Les enfants sont rois
Delphine de Vigan

Le résumé

« La première fois que Mélanie Claux et Clara Roussel se rencontrèrent, Mélanie s’étonna de l’autorité qui émanait d’une femme aussi petite et Clara remarqua les ongles de Mélanie, leur vernis rose à paillettes qui luisait dans l’obscurité.  » On dirait une enfant « , pensa la première, « elle ressemble à une poupée », songea la seconde. Même dans les drames les plus terribles, les apparences ont leur mot à dire ».
A travers l’histoire de deux femmes aux destins contraires, Les enfants sont rois explore les dérives d’une époque où l’on ne vit que pour être vu. Des années Loft aux années 2030, marquées par le sacre des réseaux sociaux, Delphine de Vigan offre une plongée glaçante dans un monde où tout s’expose et se vend, jusqu’au bonheur familial.

Mon avis

En commençant ce roman, je ne m’attendais pas à être autant happée. C’est bien simple : à partir du moment où j’ai commencé à en lire les premières lignes, je n’ai pas pu m’arrêter, et les quelques pauses que je me suis accordées étaient obsédées par l’idée de revenir à ma lecture. J’avais une envie dévorante de connaître la suite et ce sentiment ne s’est calmé qu’à partir du moment où j’ai lu les dernières lignes du dénouement. Bref, j’ai adoré.

C’est un monde que je connais et que j’observe avec distance qui est ici disséqué. Dès le départ, on rencontre Mélanie qui est le produit de notre siècle. Adepte des réseaux sociaux, elle met en scène ses enfants et nous, pauvre lecteur, assistons complètement impuissant à la détresse de cette petite fille emprisonnée dans le monde que sa mère a entièrement bâti autour d’elle. C’est assez saisissant de se sentir aussi démuni face à sa tristesse. On a presqu’envie de secouer Mélanie pour lui ouvrir les yeux, tant son égoïsme semble immense, et pourtant la mécanique est en marche.

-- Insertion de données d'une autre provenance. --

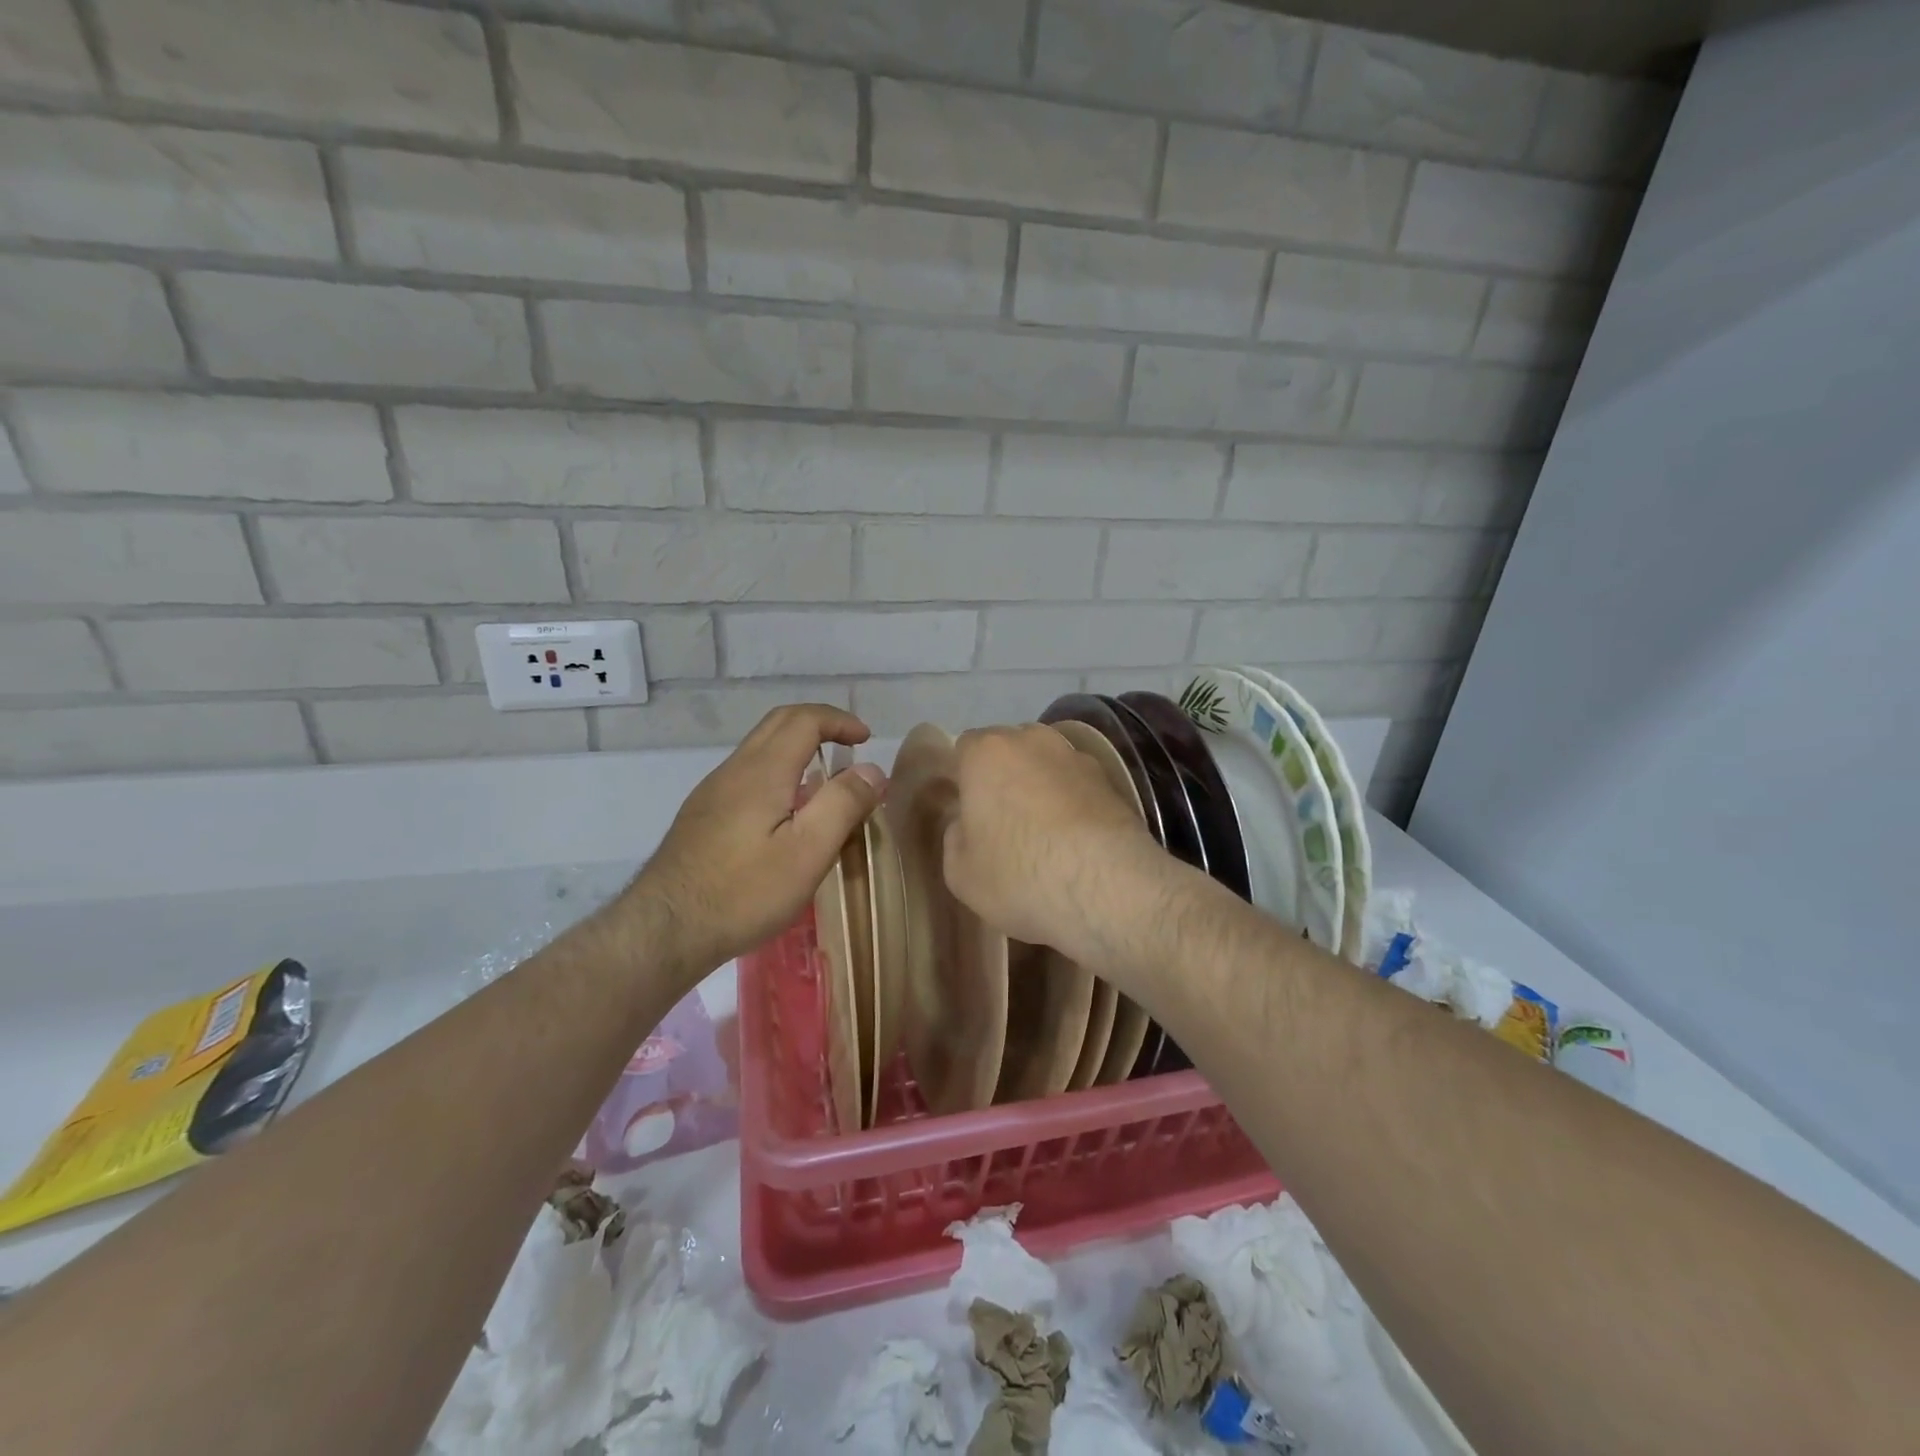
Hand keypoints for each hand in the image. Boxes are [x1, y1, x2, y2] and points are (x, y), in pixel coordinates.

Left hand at [629, 704, 885, 974]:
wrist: (664, 930)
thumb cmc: (744, 892)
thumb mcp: (808, 852)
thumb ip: (843, 804)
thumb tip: (872, 769)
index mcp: (763, 771)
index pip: (804, 720)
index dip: (839, 721)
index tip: (866, 740)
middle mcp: (734, 770)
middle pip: (778, 724)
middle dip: (819, 724)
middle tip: (849, 746)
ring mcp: (712, 792)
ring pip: (760, 749)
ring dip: (797, 748)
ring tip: (825, 782)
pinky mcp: (702, 816)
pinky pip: (747, 775)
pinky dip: (779, 772)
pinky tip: (787, 814)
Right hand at [941, 724, 1160, 965]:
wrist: (1107, 888)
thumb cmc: (1020, 875)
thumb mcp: (960, 872)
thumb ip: (956, 837)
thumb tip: (967, 824)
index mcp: (987, 753)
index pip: (965, 748)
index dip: (964, 778)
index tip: (967, 809)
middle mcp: (1032, 740)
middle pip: (1009, 750)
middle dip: (1004, 776)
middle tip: (1003, 820)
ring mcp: (1077, 757)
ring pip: (1047, 765)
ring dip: (1042, 787)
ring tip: (1044, 832)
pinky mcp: (1113, 780)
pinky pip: (1078, 786)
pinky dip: (1073, 803)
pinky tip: (1075, 840)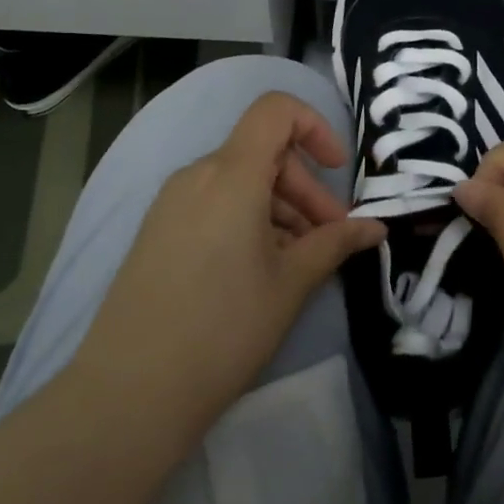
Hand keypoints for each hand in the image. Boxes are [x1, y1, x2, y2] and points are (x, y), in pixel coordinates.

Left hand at [66, 92, 384, 449]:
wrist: (129, 393)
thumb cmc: (223, 328)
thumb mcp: (291, 283)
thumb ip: (336, 243)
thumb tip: (375, 228)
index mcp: (230, 175)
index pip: (275, 111)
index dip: (314, 126)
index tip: (336, 170)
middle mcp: (197, 176)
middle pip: (263, 153)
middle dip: (306, 188)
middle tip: (331, 237)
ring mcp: (171, 205)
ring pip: (240, 182)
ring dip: (280, 208)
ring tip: (301, 261)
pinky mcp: (158, 232)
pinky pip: (214, 205)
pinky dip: (248, 220)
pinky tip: (263, 269)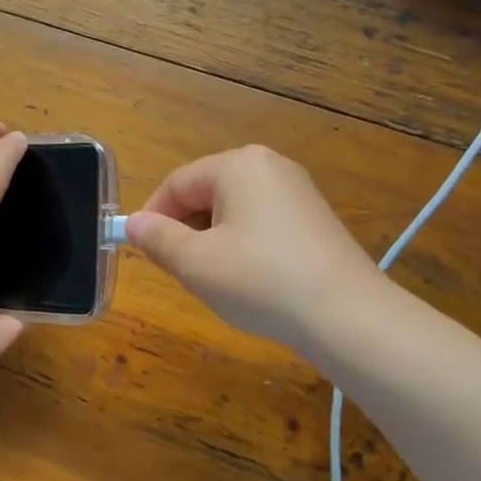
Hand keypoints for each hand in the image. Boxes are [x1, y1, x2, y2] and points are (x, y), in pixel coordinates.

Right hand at [124, 145, 385, 351]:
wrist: (347, 315)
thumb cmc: (259, 280)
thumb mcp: (195, 263)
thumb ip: (157, 238)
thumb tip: (133, 223)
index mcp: (237, 164)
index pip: (176, 183)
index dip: (152, 217)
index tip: (143, 252)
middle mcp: (269, 166)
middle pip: (206, 192)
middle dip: (185, 229)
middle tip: (179, 270)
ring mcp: (297, 190)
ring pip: (233, 209)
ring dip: (212, 240)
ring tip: (215, 279)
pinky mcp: (314, 218)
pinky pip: (261, 222)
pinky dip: (243, 245)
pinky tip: (249, 279)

Le roman est très bien construit et j’ai tourné avec beaucoup d’avidité les pages, le souffle court. J’ai profondément aimé les réflexions qu’il apporte, même si j’ai trouvé le ton de l’autrice très accusateur et un peu sans concession pour Mélanie qui, au fond, est un personnage assez stéréotypé. Ce traitement aurait peut-être mérité plus de nuances.
Il est bien rare de se confronter au sujet des réseaux sociaux en littérature, et c’est pourtant un sujet d’actualité. J’ai trouvé intelligent de l’aborder via l’angle de l’enfance, parce que c’est une problématique sur lequel on manque cruellement de recul et qui, à mes yeux, risque d’avoir un impact que nous ne maîtrisons pas encore et qui m’effraie beaucoup. Nous qui avons grandi en voyant les réseaux sociaux voir le jour, nous ignorons tout de ce monde dans lequel votre image existe bien avant que vous en ayez conscience.

En conclusion

Ce roman aborde des problématiques actuelles encore méconnues en littérature, et j’ai adoré découvrir le traitement qu’a réservé Delphine de Vigan à ses personnages. Même si l’héroïne est un peu trop stéréotypée à mon goût, j’ai trouvé passionnant de découvrir l’enquête et l’éclairage que l’autrice lui accorde. C’est un roman puissant que je vous recommande chaudement. Plusieurs jours après l’avoir terminé, il continue de me hanter. Il est sûr que ce roman me poursuivra très longtemps, je ne suis pas prête de l’oublier.